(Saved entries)
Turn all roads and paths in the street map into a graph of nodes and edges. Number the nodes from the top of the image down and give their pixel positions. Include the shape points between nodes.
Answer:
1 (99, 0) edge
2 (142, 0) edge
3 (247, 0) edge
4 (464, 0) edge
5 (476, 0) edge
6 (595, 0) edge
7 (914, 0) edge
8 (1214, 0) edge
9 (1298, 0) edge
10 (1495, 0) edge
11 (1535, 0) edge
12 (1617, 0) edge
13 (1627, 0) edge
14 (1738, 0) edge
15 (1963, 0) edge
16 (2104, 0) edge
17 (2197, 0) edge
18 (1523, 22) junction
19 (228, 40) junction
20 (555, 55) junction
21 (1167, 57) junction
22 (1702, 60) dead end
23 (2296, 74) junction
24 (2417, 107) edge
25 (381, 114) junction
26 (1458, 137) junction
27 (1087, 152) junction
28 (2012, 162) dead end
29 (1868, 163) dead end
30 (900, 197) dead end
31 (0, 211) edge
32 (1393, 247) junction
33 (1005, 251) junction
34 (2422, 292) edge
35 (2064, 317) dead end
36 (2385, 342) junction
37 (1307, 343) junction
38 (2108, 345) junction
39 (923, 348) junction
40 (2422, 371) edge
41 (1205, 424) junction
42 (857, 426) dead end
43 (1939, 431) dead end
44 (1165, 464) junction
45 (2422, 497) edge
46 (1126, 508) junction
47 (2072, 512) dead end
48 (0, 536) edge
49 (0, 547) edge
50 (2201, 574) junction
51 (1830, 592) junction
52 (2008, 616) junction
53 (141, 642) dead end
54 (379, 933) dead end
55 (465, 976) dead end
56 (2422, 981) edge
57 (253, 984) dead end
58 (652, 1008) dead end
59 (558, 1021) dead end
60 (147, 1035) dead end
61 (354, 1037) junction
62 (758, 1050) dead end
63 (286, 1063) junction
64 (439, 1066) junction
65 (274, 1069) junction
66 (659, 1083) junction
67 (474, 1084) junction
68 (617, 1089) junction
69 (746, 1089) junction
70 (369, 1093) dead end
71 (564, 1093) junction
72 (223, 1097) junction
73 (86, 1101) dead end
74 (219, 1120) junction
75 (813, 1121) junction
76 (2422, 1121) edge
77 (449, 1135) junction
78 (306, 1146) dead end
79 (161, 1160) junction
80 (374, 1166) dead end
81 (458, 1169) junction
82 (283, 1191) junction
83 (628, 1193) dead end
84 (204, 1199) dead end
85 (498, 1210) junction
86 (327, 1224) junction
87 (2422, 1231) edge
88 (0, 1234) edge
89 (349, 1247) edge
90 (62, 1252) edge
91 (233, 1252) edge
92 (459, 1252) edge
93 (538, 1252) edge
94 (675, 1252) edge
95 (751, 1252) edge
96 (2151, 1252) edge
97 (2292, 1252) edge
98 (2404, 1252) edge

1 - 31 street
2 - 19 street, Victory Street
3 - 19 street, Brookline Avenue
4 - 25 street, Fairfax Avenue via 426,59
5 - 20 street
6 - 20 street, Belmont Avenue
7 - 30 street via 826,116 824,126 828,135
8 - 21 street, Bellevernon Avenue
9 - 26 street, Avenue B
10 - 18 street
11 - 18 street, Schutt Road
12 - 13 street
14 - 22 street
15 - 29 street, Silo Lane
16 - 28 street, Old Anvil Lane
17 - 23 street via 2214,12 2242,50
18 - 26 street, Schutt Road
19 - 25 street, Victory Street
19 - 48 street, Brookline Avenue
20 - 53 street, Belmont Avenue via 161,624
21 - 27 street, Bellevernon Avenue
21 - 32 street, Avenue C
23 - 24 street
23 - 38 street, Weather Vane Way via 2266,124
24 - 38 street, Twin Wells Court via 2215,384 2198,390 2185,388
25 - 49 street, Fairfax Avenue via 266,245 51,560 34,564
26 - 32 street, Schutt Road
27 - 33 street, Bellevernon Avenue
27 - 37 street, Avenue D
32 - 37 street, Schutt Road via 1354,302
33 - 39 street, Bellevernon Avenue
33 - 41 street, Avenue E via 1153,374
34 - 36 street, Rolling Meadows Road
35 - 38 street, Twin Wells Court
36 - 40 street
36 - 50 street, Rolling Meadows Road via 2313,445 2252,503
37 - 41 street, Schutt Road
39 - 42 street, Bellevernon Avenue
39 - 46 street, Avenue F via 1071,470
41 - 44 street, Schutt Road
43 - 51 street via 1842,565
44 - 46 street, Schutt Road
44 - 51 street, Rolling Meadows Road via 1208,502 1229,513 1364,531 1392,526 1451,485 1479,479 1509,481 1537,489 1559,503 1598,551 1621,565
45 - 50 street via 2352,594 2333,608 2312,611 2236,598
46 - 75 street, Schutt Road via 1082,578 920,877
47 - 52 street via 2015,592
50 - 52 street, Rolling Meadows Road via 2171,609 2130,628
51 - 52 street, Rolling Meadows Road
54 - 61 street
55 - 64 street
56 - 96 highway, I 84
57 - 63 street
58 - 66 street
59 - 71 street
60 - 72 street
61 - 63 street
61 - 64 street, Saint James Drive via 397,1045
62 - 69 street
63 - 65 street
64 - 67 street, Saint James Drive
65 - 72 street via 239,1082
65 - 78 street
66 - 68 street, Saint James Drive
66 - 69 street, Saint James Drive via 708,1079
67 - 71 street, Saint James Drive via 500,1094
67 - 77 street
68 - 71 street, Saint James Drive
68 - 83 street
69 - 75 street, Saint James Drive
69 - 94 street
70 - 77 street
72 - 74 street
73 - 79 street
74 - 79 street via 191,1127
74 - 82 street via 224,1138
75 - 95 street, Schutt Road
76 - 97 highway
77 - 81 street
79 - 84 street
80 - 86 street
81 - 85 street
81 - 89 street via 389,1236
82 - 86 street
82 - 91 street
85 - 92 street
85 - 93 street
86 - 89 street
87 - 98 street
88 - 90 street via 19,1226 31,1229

Problem requirements: Search the data above for the string "Twin". Report every line where it is found.

Response below:
24 - 38 street, Twin Wells Court via 2215,384 2198,390 2185,388
35 - 38 street, Twin Wells Court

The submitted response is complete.